C'est un système d'impôts qui ne ressemble en rien à celui de la France. Au Japon, le domicile fiscal peut être librement choisi... tout en récompensant les contribuables les plus généreux, raconte le Wall Street Journal. Tout commence lorsque le gouvernement nippon décide, il y a plus de dix ans, de lutter contre l'érosion des recettes fiscales des villes rurales, en proie à la désertion des populations attirées par les grandes villes.
Pour y faire face, le pays du soleil levant met en place un mécanisme : chaque contribuable peut choisir de rediriger une partie de ses impôts locaux vers des communes où il n'habite pas. Et pour l'inciter à le faire, celui-ci reçoit en échange un cadeau de la part des villes rurales bénéficiaires.
Concrètement, le montant maximum déductible des impôts que les contribuables peuvent donner à une ville au cours d'une année est proportionnel à la taille de son assiette fiscale. Ainsi, ceux qui ont des salaires élevés peuvent donner plus à une ville et recevoir ainsi plus de cadeaux.
Le business de l'impôt local
Problème, alors que neuf millions de Japonais (sur 125 millions au total) optent pour ce système, les municipalités se lancent dans une véritable compétition aux cadeaux de remerciement pour cet impôt venu d'ailleurs, explique le quotidien économique. Au Japon, un véritable business s'est même développé au travers de douzaine de plateformes en ligne qui proposent des options de cadeaux. Des blogs ont même vu le jour où les participants évaluent les cadeaux, publiant des listes classées, des meilleures cerises ou du meilleur thon, offerts par la municipalité rurale.
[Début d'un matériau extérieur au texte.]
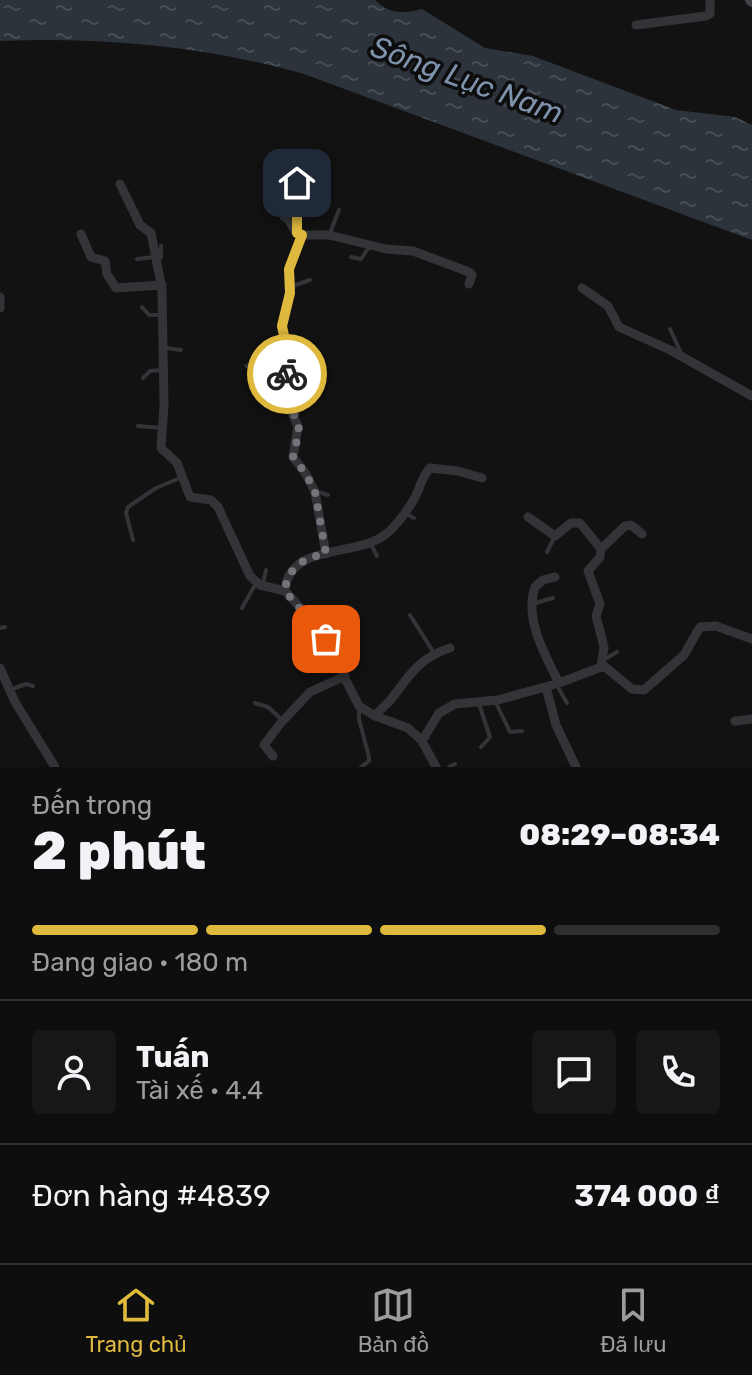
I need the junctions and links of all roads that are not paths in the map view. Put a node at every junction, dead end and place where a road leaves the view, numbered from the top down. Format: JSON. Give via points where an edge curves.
{"nodes":[{"id":1,"x":710,"y":0,"type":"edge"},
{"id":2,"x":636,"y":25,"type":"dead end"},
{"id":3,"x":120,"y":184,"type":"dead end"},
{"id":4,"x":288,"y":186,"type":"dead end"},
{"id":5,"x":339,"y":210,"type":"dead end"},
{"id":6,"x":284,"y":217,"type":"dead end"},
{"id":7,"x":81,"y":234,"type":"dead end"},
{"id":8,"x":299,"y":234,"type":"junction"},
{"id":9,"x":329,"y":235,"type":"junction"},
{"id":10,"x":370,"y":244,"type":"junction"},
{"id":11,"x":161,"y":246,"type":"dead end"},
{"id":12,"x":351,"y":257,"type":"dead end"},
{"id":13,"x":137,"y":259,"type":"dead end"},
{"id":14,"x":157,"y":259,"type":"junction"},
{"id":15,"x":310,"y":280,"type":"dead end"},
{"id":16,"x":469,"y":284,"type":"dead end"},
{"id":17,"x":162,"y":285,"type":"junction"},
{"id":18,"x":291,"y":287,"type":"junction"},
{"id":19,"x":582,"y":288,"type":"dead end"},
{"id":20,"x":0,"y":297,"type":"edge"},
{"id":21,"x":142,"y":307,"type":"dead end"},
{"id":22,"x":0,"y":308,"type":"edge"},
{"id":23,"x":163,"y":316,"type":"junction"},
{"id":24,"x":670,"y":329,"type":"dead end"},
{"id":25,"x":163,"y":348,"type":"junction"},
{"id":26,"x":181,"y":350,"type":"dead end"},
{"id":27,"x":683,"y":357,"type":"junction"},
{"id":28,"x":287,"y":365,"type":"junction"},
{"id":29,"x":246,"y":366,"type":"dead end"},
{"id":30,"x":162,"y":370,"type":"junction"},
{"id":31,"x":143,"y":378,"type":"dead end"},
{"id":32,"x":271,"y":396,"type":"dead end"},
{"id":33,"x":752,"y":396,"type":"edge"},
{"id":34,"x":287,"y":398,"type":"junction"},
{"id":35,"x":301,"y":405,"type":"dead end"},
{"id":36,"x":296,"y":418,"type":"junction"},
{"id":37,"x":138,"y":426,"type":"dead end"},
{"id":38,"x":161,"y":428,"type":"junction"},
{"id":39,"x":182,"y":478,"type":"junction"},
{"id":40,"x":482,"y":478,"type":"dead end"},
{"id":41,"x":315,"y":492,"type":"junction"},
{"id":42,"x":328,"y":495,"type":"dead end"},
{"id":43,"x":403,"y":512,"type":"junction"},
{"id":44,"x":528,"y":517,"type":"dead end"},
{"id":45,"x":414,"y":518,"type":"dead end"},
{"id":46,"x":642,"y":534,"type":"dead end"},
{"id":47,"x":555,"y":536,"type":"junction"},
{"id":48,"x":133,"y":540,"type":"dead end"},
{"id":49,"x":370,"y":542,"type":"junction"},
{"id":50,"x":601,"y":549,"type":"junction"},
{"id":51,"x":547,"y":552,"type":"dead end"},
{"id":52,"x":326,"y":554,"type":"junction"},
{"id":53,"x":377,"y":556,"type":"dead end"},
{"id":54,"x":266,"y":570,"type":"dead end"},
{"id":55,"x":555,"y":577,"type":"dead end"},
{"id":56,"x":260,"y":584,"type":"junction"},
{"id":57,"x":285,"y":591,"type":"junction"},
{"id":58,"x":553,"y":598,"type":"dead end"},
{"id":59,"x":532,"y":604,"type":"junction"},
{"id":60,"x":242,"y":608,"type":"dead end"},
{"id":61,"x":410,"y":615,"type":"dead end"},
{"id":62,"x":752,"y":640,"type":"edge"},
{"id":63,"x":450,"y":648,"type":"dead end"},
{"id":64,"x":617,"y":652,"type":"dead end"},
{"id":65,"x":434,"y":653,"type":"junction"},
{"id":66,"x":602,"y":664,"type":"junction"},
{"id":67,"x":0,"y":668,"type":"edge"},
{"id":68,"x":345,"y":676,"type":"junction"},
{"id":69,"x":33,"y":686,"type":"dead end"},
{"id":70,"x":556,"y":686,"type":"junction"},
{"id":71,"x":10,"y":692,"type":"junction"},
{"id":72,"x":0,"y":698,"type":"edge"},
{"id":73,"x":495,"y":700,"type":"junction"},
{"id":74,"x":478,"y":701,"type":"junction"},
{"id":75,"x":255,"y":703,"type":"dead end"},
{"id":76,"x":567,"y":703,"type":"dead end"},
{"id":77,"x":359,"y":706,"type":"junction"},
{"id":78,"x":375,"y":716,"type":"junction"},
{"id":79,"x":752,"y":719,"type":"edge"},
{"id":80,"x":282,"y":721,"type":"junction"},
{"id":81,"x":735,"y":721,"type":"dead end"},
{"id":82,"x":522,"y":731,"type":"dead end"},
{"id":83,"x":422,"y":741,"type":"junction"},
{"id":84,"x":481,"y":747,"type":"dead end"},
{"id":85,"x":273,"y":756,"type":"dead end"},
{"id":86,"x":55,"y":767,"type":"edge"},
{"id":87,"x":361,"y":767,"type":"edge"},
{"id":88,"x":436,"y":767,"type":"edge"},
{"id":89,"x":576,"y":767,"type":"edge"}],
"edges":[{"from":1,"to":2,"type":"street","via":[[708,16]]},
{"from":3,"to":14,"type":"street","via":[[140,225],[151,233]]},
{"from":4,"to":8,"type":"lane","via":[[298,185]]},
{"from":5,"to":9,"type":"lane"},
{"from":6,"to":8,"type":"street"},
{"from":7,"to":17,"type":"street","via":[[91,257],[105,261],[116,288]]},
{"from":8,"to":9,"type":"street"},
{"from":8,"to":18,"type":"street","via":[[289,269]]},
{"from":9,"to":10,"type":"street"},
{"from":10,"to":12,"type":"lane","via":[[361,259]]},
{"from":10,"to":16,"type":"street","via":[[428,255],[469,272]]},
{"from":11,"to":14,"type":"lane"},
{"from":13,"to":14,"type":"lane"},
{"from":14,"to":17,"type":"street"},
{"from":15,"to":18,"type":"lane"},
{"from":17,"to":23,"type":"street"},
{"from":18,"to":28,"type":"street","via":[[282,326]]},
{"from":19,"to":27,"type":"street","via":[[608,306],[619,327]]},
{"from":20,"to":22,"type":"street"},
{"from":21,"to":23,"type":"lane","via":[[149,315]]},
{"from":23,"to":25,"type":"street"},
{"from":24,"to":27,"type":"lane"},
{"from":25,"to":26,"type":"lane"},
{"from":25,"to":30,"type":"street"},
{"from":27,"to":33,"type":"street"},
{"from":28,"to":29,"type":"lane"},
{"from":28,"to":34,"type":"street"},
{"from":30,"to":31,"type":"lane"},
{"from":30,"to":38,"type":"street"},
{"from":32,"to":34,"type":"lane"},
{"from":34,"to":36,"type":"street"},
{"from":35,"to":36,"type":"lane"},
{"from":36,"to":41,"type":"street","via":[[293,457]]},
{"from":37,"to":38,"type":"lane"},
{"from":38,"to":39,"type":"street","via":[[161,448],[177,463]]},
{"from":39,"to":48,"type":"lane","via":[[128,507]]},
{"from":39,"to":56,"type":"street","via":[[190,497],[214,502],[247,571]]},
{"from":40,"to":43,"type":"street","via":[[430,468]]},
{"from":41,"to":42,"type":"lane"},
{"from":41,"to":52,"type":"street"},
{"from":43,"to":45,"type":"lane"},
{"from":43,"to":49,"type":"street","via":[[383,537]]},
{"from":44,"to":47,"type":"street"},
{"from":46,"to":50,"type":"street","via":[[625,526]]},
{"from":47,"to":50,"type":"street","via":[[571,523],[580,523]]},
{"from":47,"to":51,"type":"lane"},
{"from":49,"to":52,"type":"street"},
{"from":49,"to":53,"type":"lane"},
{"from":50,"to":66,"type":"street","via":[[588,571],[600,604],[596,616],[604,647]]},
{"from":52,"to":57,"type":"street","via":[[294,567]]},
{"from":54,"to":56,"type":"lane"},
{"from":55,"to":59,"type":"street","via":[[535,587]]},
{"from":56,"to":57,"type":"street"},
{"from":56,"to":60,"type":"lane"},
{"from":57,"to":68,"type":"street","via":[[319,628]]},
{"from":58,"to":59,"type":"lane"},
{"from":59,"to":70,"type":"street","via":[[534,626]]},
{"from":61,"to":65,"type":"lane"},
{"from":62,"to":66,"type":"street","via":[[716,626],[700,627],[684,655],[644,690],[632,689]]},
{"from":63,"to":65,"type":"street"},
{"from":64,"to":66,"type":"lane"},
{"from":65,"to":78,"type":"street"},
{"from":66,"to":70,"type":"street"},
{"from":67,"to":71,"type":"street"},
{"from":68,"to":77,"type":"street"},
{"from":68,"to":80,"type":"street","via":[[310,692]]},
{"from":69,"to":71,"type":"lane"},
{"from":70,"to":73,"type":"street"},
{"from":70,"to":76,"type":"lane"},
{"from":70,"to":89,"type":"street","via":[[556,725]]},
{"from":71,"to":72,"type":"lane"},
{"from":71,"to":86,"type":"street"},
{"from":73,"to":74,"type":"street"},
{"from":73,"to":82,"type":"lane","via":[[510,732]]},
{"from":74,"to":83,"type":"street","via":[[445,708]]},
{"from":74,"to":84,"type":"lane","via":[[490,737]]},
{"from":75,"to":80,"type":"lane"},
{"from":77,"to":78,"type":"street"},
{"from":77,"to":87,"type":"lane","via":[[369,757]]},
{"from":78,"to":83,"type":"street","via":[[408,728]]},
{"from":79,"to":81,"type":"street"},
{"from":80,"to":85,"type":"street","via":[[264,745]]},
{"from":83,"to":88,"type":"street"}]}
Surtout, ces impôts locaux payés ici, et non sur le lieu de résidence des contribuables japonais, a tendance à créer un système fiscal inégalitaire entre les villes. Ainsi, la redistribution des recettes fiscales pénalise par exemple le quartier de Setagaya, à Tokyo, au profit de villes rurales qui cajolent le généreux citadin. En 2024, cette partie de la ville devrait ainsi enregistrer une perte de recettes fiscales de près de 70 millions de dollars en raison des déductions opérées dans le cadre du système d'imposition de la ville d'origine, rapporte le Wall Street Journal.
L'Etat ne veut pas compenser les pertes
Résultat, le ministère japonais de l'Intérieur tente de mettre un frein aux excès. « C'est juste devenu quelque chose qui ressemble à du shopping », a déclaré Yuta Akutsu, un fonctionnaire de la division des impôts municipaux du ministère cité par le WSJ. En attendant, les quartiers délaissés par l'impôt local au profit d'autres régions du Japon tirent la langue et craignent de ne plus pouvoir financer les services publics de base (collecte des déchets, entretien des routes...).
Au Japon, le système de récompenses contre un versement est très répandu. En l'absence de financements de l'Etat qui réduit actuellement fortement ses dépenses, le deuxième plus vieux musée du pays à Tokyo a ainsi prévu d'offrir des cadeaux à ces donateurs, à la suite d'une campagne participative qui lui permis de réunir 3,4 millions de dollars (3,1 millions d'euros) pour combler un déficit survenu avec la flambée des coûts de l'énergie.